In comments on Quora (see, for example, here, here, here), Ron Maimon has repeatedly expressed the strong opinion that Hilbert's program was *not* killed by Gödel's results in the way typically claimed. More precisely, he argues that the consistency of axioms sufficient for all meaningful mathematics should be provable from "intuitively self-evident" statements about various computable ordinals being well-defined. Here, of course, he points to Gentzen's 1936 consistency proof, which proves Con(PA) from primitive recursive arithmetic plus induction up to the ordinal ε_{0}; as well as more recent results from the field of ordinal analysis, which show that the consistency of various weaker set theories than ZF (for example, Aczel's constructive ZF and Kripke-Platek set theory) can also be reduced to the well-definedness of various computable ordinals. Maimon then goes on to say that Con(ZF) should similarly be reducible to the well-definedness of some "combinatorially-specified," computable ordinal, although the details haven't been worked out yet. (And indeed, the Wikipedia page on ordinal analysis says that it hasn't been done "as of 2008.") This sounds amazing, especially since I'd never heard anything about this problem before!
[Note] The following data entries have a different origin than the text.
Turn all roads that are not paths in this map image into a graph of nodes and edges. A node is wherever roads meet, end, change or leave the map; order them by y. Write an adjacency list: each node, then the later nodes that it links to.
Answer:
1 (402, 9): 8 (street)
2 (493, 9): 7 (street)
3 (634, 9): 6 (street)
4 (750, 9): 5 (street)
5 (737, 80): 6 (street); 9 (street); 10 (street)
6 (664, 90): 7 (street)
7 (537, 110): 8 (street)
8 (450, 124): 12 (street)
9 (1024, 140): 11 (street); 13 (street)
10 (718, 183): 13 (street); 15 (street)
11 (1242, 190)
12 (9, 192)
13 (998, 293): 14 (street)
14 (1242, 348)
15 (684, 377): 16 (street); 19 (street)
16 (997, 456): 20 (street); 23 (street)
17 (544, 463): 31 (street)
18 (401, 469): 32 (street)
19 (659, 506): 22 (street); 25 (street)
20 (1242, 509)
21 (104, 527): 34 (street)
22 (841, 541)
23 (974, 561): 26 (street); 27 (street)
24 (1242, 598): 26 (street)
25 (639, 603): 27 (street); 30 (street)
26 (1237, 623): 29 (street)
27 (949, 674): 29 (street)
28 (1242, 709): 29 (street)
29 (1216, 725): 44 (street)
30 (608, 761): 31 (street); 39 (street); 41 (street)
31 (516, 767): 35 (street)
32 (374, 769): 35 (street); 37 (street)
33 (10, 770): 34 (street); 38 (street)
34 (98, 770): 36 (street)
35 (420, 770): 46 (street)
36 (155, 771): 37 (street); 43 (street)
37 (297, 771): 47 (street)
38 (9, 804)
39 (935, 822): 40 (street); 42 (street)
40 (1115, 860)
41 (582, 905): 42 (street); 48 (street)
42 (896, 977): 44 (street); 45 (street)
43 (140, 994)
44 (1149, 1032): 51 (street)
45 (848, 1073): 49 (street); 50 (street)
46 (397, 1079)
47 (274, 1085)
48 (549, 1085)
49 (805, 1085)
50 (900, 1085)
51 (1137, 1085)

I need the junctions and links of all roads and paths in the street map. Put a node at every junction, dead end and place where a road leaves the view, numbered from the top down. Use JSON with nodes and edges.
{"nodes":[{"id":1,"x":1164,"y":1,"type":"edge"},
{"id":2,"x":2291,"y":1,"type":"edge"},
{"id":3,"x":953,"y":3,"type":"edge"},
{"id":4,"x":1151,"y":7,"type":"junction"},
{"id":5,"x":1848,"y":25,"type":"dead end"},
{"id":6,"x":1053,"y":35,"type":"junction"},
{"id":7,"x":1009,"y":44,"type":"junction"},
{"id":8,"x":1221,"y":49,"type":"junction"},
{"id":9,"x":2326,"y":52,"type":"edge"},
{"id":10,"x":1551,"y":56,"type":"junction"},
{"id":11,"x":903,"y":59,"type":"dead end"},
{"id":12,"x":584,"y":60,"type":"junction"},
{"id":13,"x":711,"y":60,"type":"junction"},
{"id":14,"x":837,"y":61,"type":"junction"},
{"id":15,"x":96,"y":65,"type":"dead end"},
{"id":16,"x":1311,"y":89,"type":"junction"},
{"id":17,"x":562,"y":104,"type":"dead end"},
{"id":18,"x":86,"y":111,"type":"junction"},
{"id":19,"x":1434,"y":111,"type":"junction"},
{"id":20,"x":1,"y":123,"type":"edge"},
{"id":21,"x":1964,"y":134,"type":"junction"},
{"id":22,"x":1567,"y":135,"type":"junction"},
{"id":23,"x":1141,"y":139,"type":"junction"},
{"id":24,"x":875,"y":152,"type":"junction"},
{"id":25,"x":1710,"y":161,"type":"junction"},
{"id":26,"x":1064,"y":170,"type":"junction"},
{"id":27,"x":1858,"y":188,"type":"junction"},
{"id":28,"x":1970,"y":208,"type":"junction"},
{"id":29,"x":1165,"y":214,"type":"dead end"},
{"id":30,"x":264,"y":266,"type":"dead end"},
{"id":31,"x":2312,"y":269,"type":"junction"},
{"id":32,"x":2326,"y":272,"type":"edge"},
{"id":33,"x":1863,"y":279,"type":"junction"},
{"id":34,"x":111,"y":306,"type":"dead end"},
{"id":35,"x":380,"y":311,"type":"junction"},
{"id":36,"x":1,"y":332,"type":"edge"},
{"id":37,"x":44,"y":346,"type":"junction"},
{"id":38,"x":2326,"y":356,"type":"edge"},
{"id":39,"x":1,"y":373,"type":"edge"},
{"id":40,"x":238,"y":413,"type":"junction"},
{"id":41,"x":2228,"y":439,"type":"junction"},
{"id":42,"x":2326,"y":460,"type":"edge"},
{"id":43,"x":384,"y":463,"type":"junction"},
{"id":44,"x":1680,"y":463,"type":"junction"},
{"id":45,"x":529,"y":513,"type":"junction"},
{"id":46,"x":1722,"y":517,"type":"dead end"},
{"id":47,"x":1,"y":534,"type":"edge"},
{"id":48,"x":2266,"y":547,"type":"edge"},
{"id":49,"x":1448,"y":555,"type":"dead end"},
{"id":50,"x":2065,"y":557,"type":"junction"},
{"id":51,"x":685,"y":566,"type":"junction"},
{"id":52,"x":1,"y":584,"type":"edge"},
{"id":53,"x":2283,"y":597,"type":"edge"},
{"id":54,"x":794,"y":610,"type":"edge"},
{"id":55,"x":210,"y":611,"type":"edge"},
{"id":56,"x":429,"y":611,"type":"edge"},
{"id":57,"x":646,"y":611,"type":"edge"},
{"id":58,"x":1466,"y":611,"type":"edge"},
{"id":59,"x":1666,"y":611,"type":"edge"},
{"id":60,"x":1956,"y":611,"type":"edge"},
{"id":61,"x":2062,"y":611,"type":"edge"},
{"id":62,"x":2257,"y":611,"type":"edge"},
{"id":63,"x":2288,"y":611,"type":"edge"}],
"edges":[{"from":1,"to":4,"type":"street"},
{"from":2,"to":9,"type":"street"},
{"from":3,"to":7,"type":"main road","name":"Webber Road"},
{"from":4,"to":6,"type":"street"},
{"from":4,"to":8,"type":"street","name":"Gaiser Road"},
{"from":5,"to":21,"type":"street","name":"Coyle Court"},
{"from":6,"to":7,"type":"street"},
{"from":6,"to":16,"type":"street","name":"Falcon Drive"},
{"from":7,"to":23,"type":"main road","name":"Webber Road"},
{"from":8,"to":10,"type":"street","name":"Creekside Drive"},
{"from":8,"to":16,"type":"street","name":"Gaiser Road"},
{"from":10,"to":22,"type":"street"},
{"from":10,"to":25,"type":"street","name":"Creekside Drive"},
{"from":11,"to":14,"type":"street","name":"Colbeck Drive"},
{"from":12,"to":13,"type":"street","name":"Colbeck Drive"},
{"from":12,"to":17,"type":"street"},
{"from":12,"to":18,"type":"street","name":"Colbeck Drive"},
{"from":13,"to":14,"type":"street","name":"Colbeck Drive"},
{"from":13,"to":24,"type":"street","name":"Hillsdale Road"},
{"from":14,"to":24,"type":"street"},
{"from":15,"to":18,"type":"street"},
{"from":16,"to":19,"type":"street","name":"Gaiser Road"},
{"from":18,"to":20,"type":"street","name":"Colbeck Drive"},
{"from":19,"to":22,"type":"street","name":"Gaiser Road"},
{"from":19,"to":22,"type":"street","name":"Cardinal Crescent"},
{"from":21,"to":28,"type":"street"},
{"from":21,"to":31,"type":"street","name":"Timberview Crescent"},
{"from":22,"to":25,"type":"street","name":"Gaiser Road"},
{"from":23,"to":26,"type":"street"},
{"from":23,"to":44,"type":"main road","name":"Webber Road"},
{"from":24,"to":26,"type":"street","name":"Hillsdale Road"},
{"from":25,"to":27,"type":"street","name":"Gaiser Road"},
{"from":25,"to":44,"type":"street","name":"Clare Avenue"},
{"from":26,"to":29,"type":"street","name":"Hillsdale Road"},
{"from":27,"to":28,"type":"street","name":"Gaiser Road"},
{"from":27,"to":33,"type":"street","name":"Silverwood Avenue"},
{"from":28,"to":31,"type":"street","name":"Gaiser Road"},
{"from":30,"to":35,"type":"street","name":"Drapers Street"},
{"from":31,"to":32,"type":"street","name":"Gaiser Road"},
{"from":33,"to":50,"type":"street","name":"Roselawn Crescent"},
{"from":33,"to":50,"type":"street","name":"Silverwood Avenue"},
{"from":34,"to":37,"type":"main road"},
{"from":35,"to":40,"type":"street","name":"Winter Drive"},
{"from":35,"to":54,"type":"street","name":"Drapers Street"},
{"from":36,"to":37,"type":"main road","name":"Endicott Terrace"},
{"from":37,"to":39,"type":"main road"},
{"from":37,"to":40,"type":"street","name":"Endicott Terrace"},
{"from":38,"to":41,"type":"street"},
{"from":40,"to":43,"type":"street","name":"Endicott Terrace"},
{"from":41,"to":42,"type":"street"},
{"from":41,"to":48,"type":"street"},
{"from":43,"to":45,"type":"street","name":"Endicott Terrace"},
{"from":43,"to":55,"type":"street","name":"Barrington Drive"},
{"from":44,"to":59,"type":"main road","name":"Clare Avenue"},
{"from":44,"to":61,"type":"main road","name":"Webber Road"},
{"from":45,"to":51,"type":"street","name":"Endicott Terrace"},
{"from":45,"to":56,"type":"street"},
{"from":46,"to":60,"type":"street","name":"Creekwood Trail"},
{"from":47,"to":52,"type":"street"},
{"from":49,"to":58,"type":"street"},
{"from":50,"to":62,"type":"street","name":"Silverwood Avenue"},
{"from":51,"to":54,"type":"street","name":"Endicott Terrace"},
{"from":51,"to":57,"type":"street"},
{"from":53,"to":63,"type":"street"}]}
So, here are my questions:

Is there a general theorem showing that Con(ZF) must be reducible to the well-definedness of

*some*computable ordinal, i.e. something below the Church-Kleene ordinal (even if we don't know how to specify such an ordinal "explicitly")?Is finding an "explicit description" of a computable ordinal whose well-definedness implies Con(ZF) a recognized open problem in set theory? Do people work on this problem? Or is there some reason why it's generally believed to be impossible, or possible but uninteresting? Or does it just come down to vagueness in what would count as an "explicit description"?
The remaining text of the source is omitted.